A google search of the word “master” will generate several options in terms of definition–ranging from those attached to nouns, adjectives and verbs. While some of these definitions hearken back to parts of humanity’s more shameful moments, other connotations offer specifics in terms of achieving excellence in skill sets, gaining control of or overcoming as well as distinguishing a room among other rooms in the places we call home.
Recently, it has been announced that home hunters in the GTA will soon become aware of a change to the property listings in which they seek out their next domicile. An emailed statement made by the Toronto Regional Real Estate Board’s president, Lisa Patel, offered the following by way of clarification;
The Toronto Regional Real Estate Board says it will use the word “primary” in place of “master,” when referencing the main or principal bedrooms in homes in the coming months. The word “master” is often seen as a reference to racism, sexism and slavery…the change in terminology will apply to any entries in its MLS system, on TRREB.ca and on its Webforms platform, where realtors share forms with clients.
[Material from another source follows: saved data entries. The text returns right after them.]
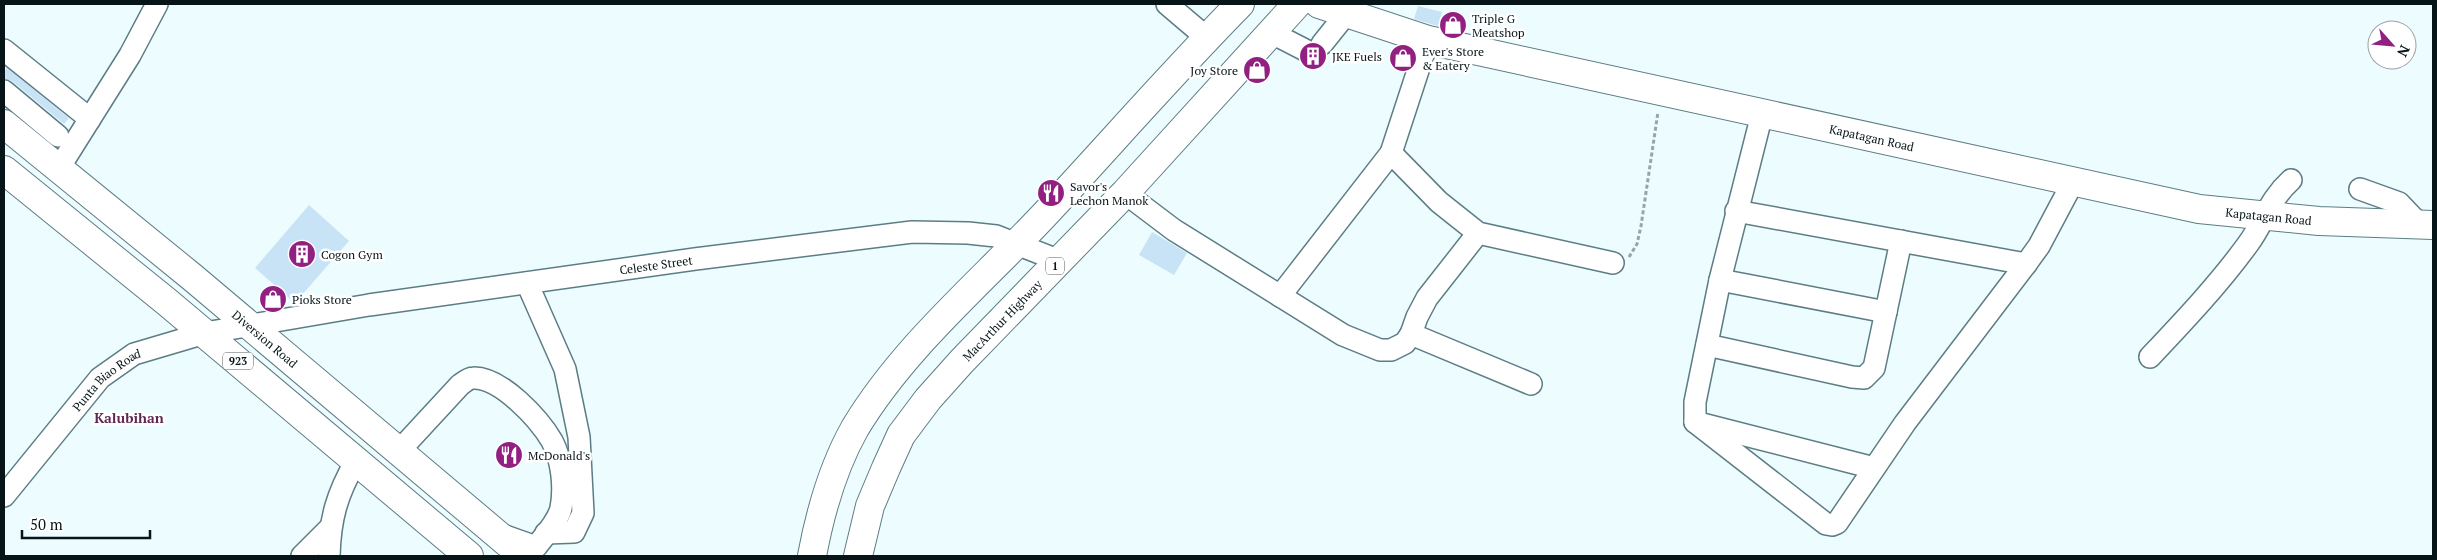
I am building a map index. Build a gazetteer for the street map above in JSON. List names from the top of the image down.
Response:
{
  "streets": {
    "main road": [
      "Kapatagan Road",
      "1",
      "MacArthur Highway",
      "Diversion Road",
      "923"
    ],
    "street": ["Celeste Street", "Punta Biao Road"]
  },
  "crossings": [
    ["Celeste Street", "MacArthur Highway"],
    ["Celeste Street", "Diversion Road"],
    ["Celeste Street", "Punta Biao Road"],
    ["Diversion Road", "Punta Biao Road"],
    ["923", "Punta Biao Road"]
  ],
  "districts": ["Kalubihan"],
  "places": {
    "shop": [
      "Triple G Meatshop",
      "Ever's Store & Eatery",
      "Joy Store",
      "Pioks Store"
    ],
    "building": ["JKE Fuels", "Cogon Gym"],
    "restaurant": ["Savor's Lechon Manok", "McDonald's"]
  },
  "scale_bar": "50 m",
  "north": "bottom right"
}
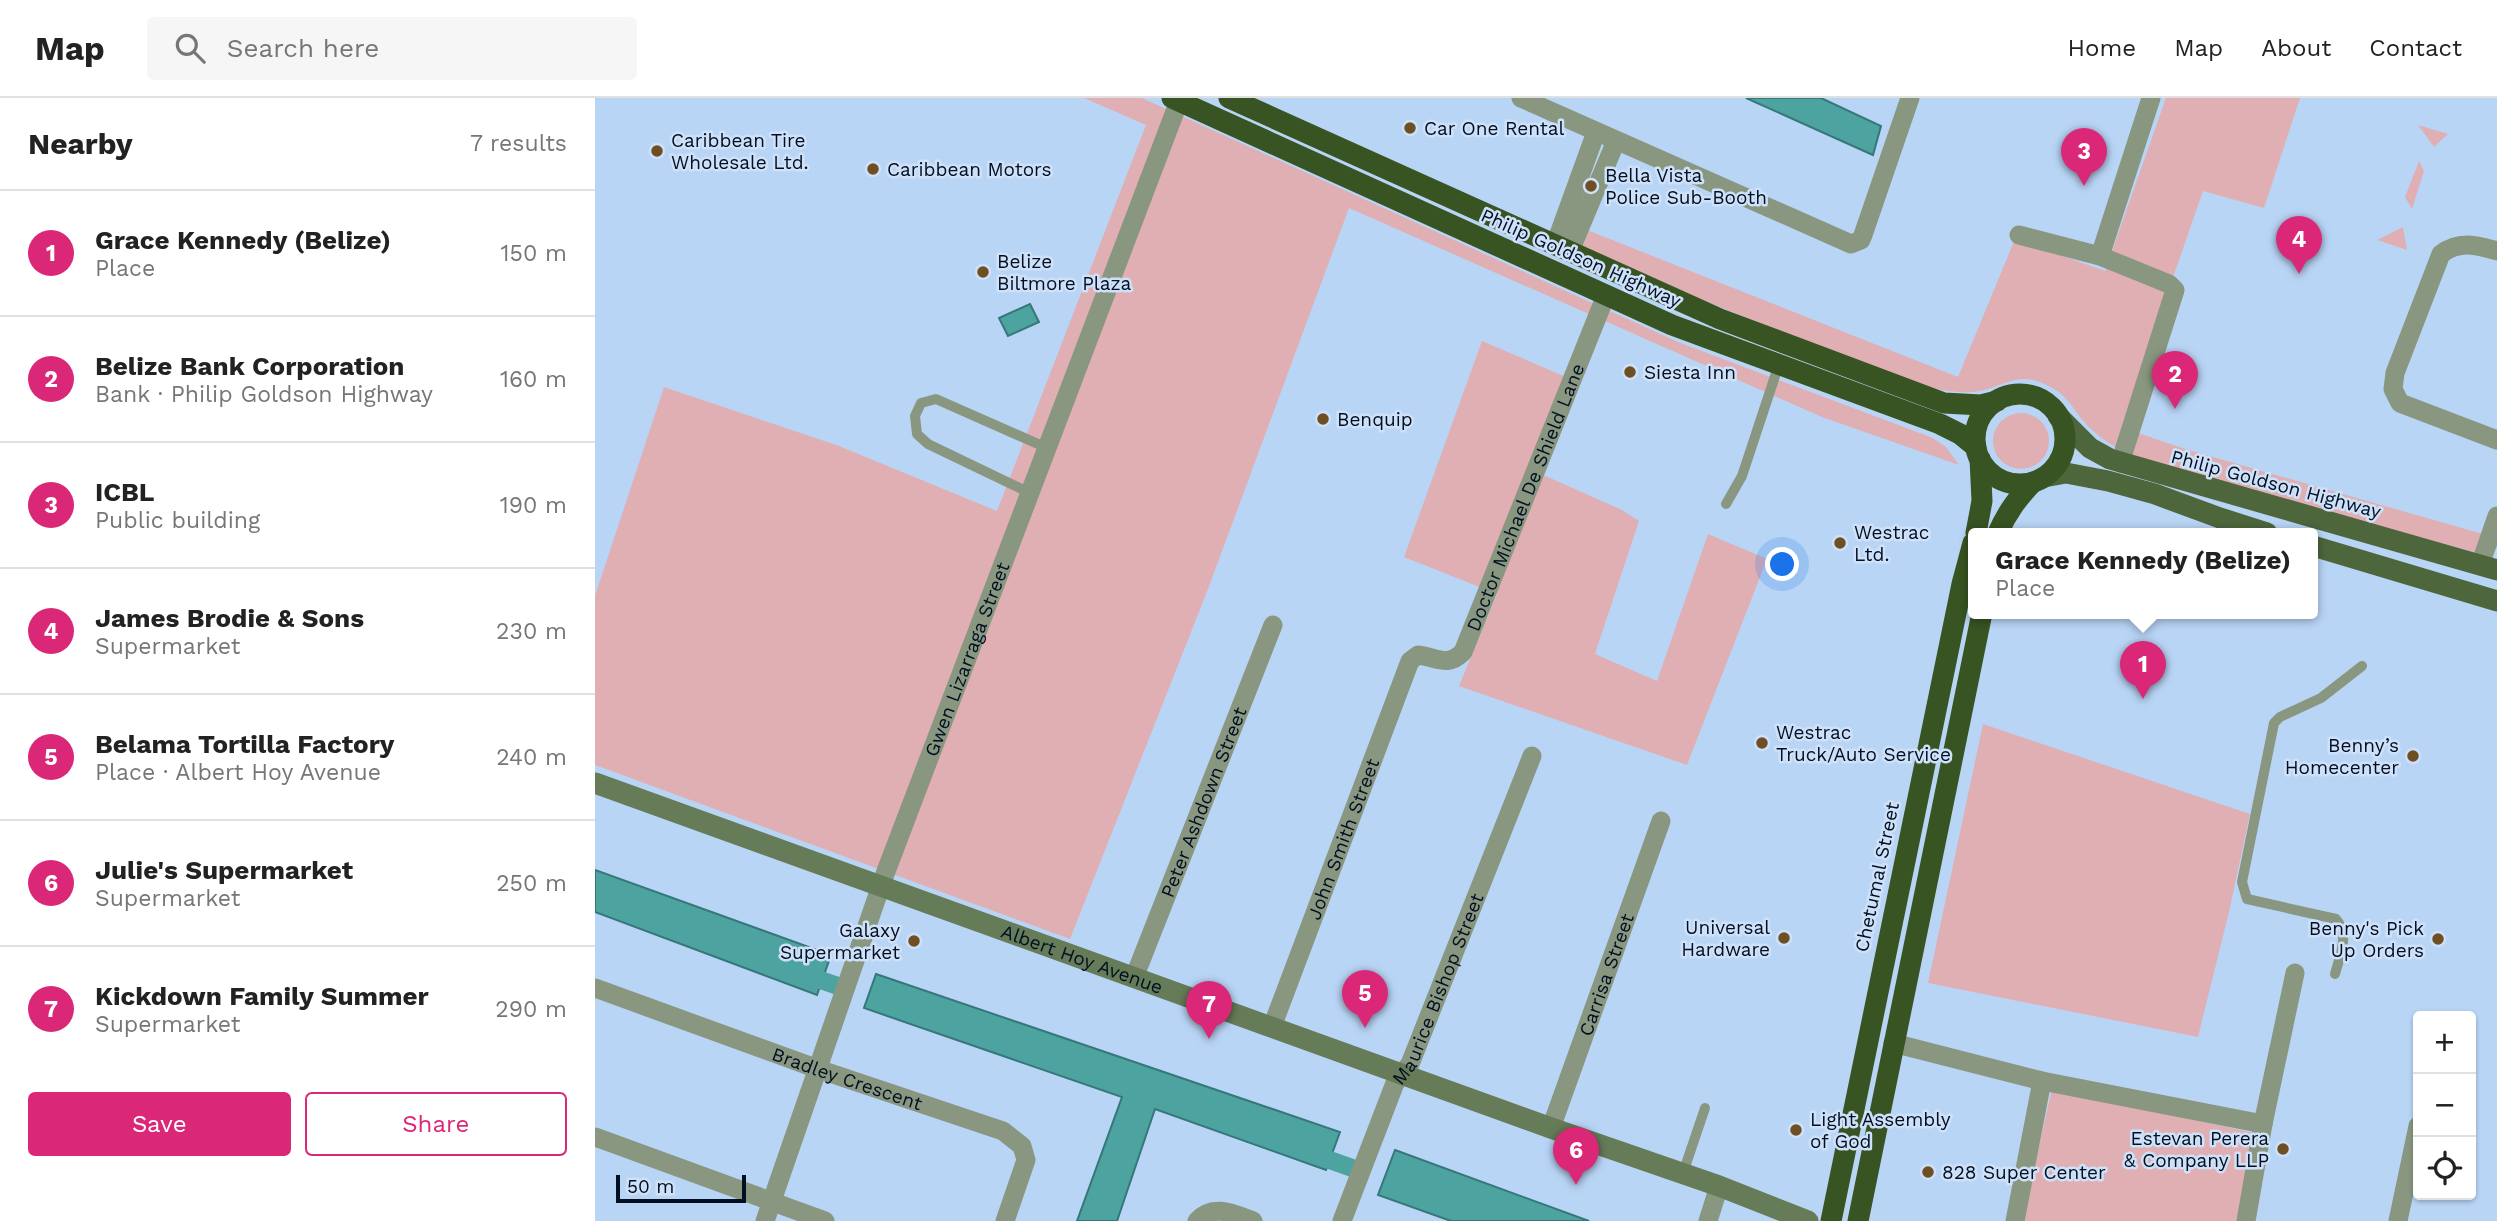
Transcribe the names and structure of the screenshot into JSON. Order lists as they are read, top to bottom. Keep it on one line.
{"streets":{"highway":["Philip Goldson Highway","Chetumal Street"],"street":["Doctor Michael De Shield Lane","Gwen Lizarraga Street","Peter Ashdown Street","John Smith Street","Albert Hoy Avenue","Carrisa Street","Maurice Bishop Street","Bradley Crescent"]},"crossings":[["Philip Goldson Highway","Doctor Michael De Shield Lane"],["Philip Goldson Highway","Gwen Lizarraga Street"],["Doctor Michael De Shield Lane","John Smith Street"],["Gwen Lizarraga Street","Albert Hoy Avenue"],["Gwen Lizarraga Street","Bradley Crescent"],["Peter Ashdown Street","Albert Hoy Avenue"],["John Smith Street","Albert Hoy Avenue"],["Albert Hoy Avenue","Carrisa Street"],["Albert Hoy Avenue","Maurice Bishop Street"]],"places":["Car One Rental","Caribbean Tire Wholesale Ltd.","Caribbean Motors","Bella Vista Police Sub-Booth","Belize Biltmore Plaza","Siesta Inn","Benquip","Westrac Ltd.","Westrac Truck/Auto Service","Benny’s Homecenter","Universal Hardware","Benny's Pick Up Orders","Galaxy Supermarket","Light Assembly of God","Estevan Perera & Company LLP","828 Super Center"],"scale_bar":"50 m","page":{"header":"Map","search":"Search here","nav":["Home","Map","About","Contact"],"heading":["Nearby","7 results"],"pins":["3","4","2","1","5","7","6"],"list":[{"mark":"1","name":"Grace Kennedy (Belize)","note":"Place","value":"150 m"},{"mark":"2","name":"Belize Bank Corporation","note":"Bank · Philip Goldson Highway","value":"160 m"},{"mark":"3","name":"ICBL","note":"Public building","value":"190 m"},{"mark":"4","name":"James Brodie & Sons","note":"Supermarket","value":"230 m"},{"mark":"5","name":"Belama Tortilla Factory","note":"Place · Albert Hoy Avenue","value":"240 m"},{"mark":"6","name":"Julie's Supermarket","note":"Supermarket","value":"250 m"},{"mark":"7","name":"Kickdown Family Summer","note":"Supermarket","value":"290 m"}],"popup":["Grace Kennedy (Belize)","Place"],"map_buttons":["+","−"],"buttons":["Save","Share"],"scale":"50 m"}}
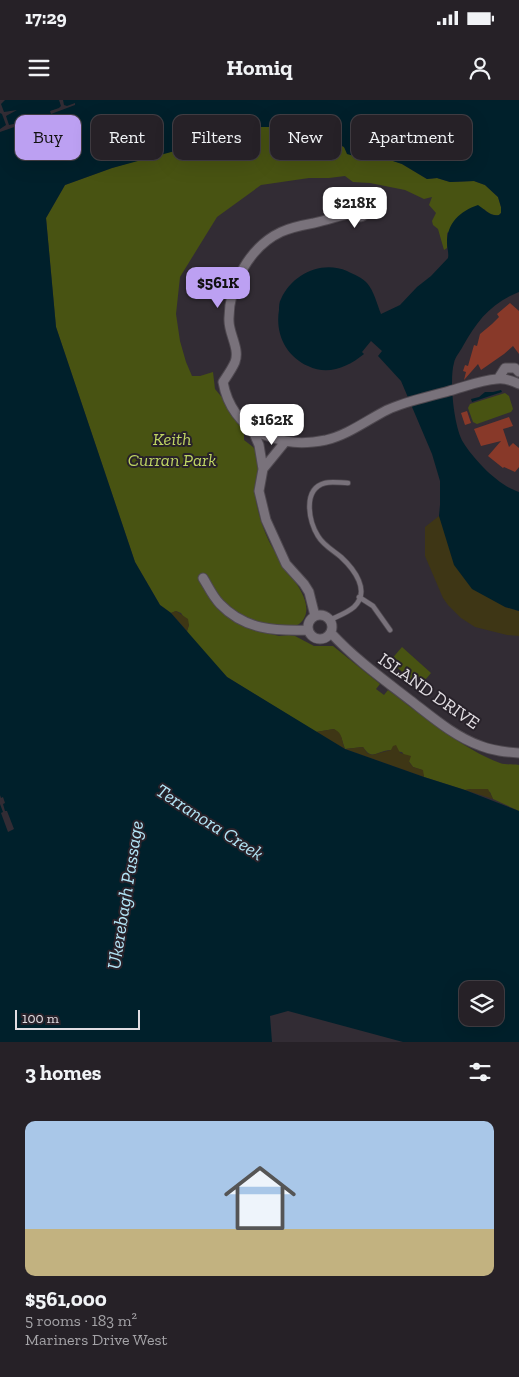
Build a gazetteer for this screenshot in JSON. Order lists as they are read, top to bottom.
{
  "streets": {
    "street": ["ISLAND DRIVE"]
  },
  "water": ["Terranora Creek", "Ukerebagh Passage"],
  "parks": ["Keith Curran Park"],
  "scale_bar": "100 m",
  "page": {
    "status": "17:29",
    "header": "Homiq",
    "chip": [
      "Buy",
      "Rent",
      "Filters",
      "New",
      "Apartment"
    ],
    "price": ["$218K", "$561K", "$162K"],
    "scale": "100 m",
    "heading": "3 homes",
    "list": [
      {
        "name": "$561,000",
        "note": "5 rooms · 183 m² · Mariners Drive West"
      }
    ]
  }
}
While the rationale is, on one hand, in keeping with the current level of social sensitivity being demonstrated and leading to the removal of beloved children’s books, cartoon characters, and televisions shows, is it not fair to ask how far is too far? When is it too much? Certainly, the painful moments in history that are being referenced are uncomfortable to remember and even harder to look at as the society we have now become. However, does it not behoove us to remember? To never forget that these moments have lead to where we are today–and also, to consider the context in which these references and connotations were created? The discomforts that are engendered–might they not spur important conversations?
While we allow modern perspective to shape our present, at what point do we stop and consider what is a product of its time and what really needs to change? These are the questions I will ponder tonight as I retire to my mas–sorry– primary bedroom.